▶ _Task brief_: Filter the data below for the string "Gelli" and copy each matching line.

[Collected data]
◆ ◆ ◆ ◆ ◆ ◆ ◆

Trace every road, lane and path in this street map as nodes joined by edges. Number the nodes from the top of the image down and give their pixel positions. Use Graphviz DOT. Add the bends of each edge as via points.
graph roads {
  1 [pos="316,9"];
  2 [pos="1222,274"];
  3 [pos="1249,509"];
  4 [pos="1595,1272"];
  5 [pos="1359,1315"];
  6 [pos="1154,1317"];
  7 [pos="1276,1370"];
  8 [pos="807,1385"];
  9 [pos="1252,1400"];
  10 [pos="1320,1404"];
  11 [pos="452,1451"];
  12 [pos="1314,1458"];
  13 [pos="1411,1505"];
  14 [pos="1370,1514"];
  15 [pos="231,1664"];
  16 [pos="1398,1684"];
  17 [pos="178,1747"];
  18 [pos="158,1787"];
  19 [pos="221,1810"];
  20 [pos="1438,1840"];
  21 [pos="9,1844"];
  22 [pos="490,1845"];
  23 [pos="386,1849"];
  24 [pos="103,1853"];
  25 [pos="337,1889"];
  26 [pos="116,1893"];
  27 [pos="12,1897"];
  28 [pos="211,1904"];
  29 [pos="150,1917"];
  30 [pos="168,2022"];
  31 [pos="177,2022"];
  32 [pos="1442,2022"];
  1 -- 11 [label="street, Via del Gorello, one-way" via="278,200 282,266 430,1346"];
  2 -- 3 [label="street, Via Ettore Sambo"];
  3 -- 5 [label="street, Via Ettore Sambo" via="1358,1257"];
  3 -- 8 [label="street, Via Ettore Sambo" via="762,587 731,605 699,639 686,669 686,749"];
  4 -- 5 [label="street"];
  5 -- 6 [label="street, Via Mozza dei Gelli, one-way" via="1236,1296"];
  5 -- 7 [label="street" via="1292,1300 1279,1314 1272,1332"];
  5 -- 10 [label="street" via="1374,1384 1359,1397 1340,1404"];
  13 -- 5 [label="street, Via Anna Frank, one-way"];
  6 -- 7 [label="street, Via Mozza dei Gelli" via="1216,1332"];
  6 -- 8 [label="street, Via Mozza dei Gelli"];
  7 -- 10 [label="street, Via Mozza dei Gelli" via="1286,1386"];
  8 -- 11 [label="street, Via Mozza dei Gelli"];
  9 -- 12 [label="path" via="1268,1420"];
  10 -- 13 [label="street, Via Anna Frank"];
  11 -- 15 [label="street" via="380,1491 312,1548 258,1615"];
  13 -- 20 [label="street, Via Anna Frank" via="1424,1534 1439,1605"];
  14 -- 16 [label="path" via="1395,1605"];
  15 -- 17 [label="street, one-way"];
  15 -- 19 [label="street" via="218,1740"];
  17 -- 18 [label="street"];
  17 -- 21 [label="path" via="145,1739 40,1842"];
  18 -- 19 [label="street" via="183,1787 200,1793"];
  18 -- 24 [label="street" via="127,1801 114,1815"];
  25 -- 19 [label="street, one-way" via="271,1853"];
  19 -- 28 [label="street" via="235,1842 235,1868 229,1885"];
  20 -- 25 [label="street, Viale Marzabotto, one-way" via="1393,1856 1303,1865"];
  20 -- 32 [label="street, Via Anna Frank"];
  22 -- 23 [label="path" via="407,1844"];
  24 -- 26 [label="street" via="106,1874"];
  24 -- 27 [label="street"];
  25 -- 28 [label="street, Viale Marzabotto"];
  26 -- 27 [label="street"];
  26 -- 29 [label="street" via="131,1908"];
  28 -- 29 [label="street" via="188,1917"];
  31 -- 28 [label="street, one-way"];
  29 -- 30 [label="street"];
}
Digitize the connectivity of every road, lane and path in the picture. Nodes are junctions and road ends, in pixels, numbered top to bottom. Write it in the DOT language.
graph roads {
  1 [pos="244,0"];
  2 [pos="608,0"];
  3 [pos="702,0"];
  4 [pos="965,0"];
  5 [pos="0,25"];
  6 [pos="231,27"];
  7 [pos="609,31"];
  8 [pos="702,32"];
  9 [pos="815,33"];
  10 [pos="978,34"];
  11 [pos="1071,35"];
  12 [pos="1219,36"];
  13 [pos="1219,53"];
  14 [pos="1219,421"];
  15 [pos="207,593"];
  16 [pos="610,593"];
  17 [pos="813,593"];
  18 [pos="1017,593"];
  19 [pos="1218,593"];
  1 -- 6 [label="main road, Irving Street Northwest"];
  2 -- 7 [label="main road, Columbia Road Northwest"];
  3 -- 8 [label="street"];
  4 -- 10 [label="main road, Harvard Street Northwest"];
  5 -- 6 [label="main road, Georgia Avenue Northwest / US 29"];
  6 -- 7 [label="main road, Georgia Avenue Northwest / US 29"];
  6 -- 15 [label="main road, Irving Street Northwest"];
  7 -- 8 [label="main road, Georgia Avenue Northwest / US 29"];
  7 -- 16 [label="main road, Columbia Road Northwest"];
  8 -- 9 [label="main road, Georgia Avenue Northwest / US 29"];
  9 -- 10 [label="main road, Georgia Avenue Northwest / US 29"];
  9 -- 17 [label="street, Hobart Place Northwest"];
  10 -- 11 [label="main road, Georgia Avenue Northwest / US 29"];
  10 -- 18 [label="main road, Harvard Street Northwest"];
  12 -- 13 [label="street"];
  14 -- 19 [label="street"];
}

◆ ◆ ◆ ◆ ◆ ◆ ◆

▶ _Answer to this exercise_:
  5 -- 6 [label="street, Via Mozza dei Gelli, one-way" via="1236,1296"];
  6 -- 7 [label="street, Via Mozza dei Gelli" via="1216,1332"];
  6 -- 8 [label="street, Via Mozza dei Gelli"];
  7 -- 10 [label="street, Via Mozza dei Gelli" via="1286,1386"];
  8 -- 11 [label="street, Via Mozza dei Gelli"];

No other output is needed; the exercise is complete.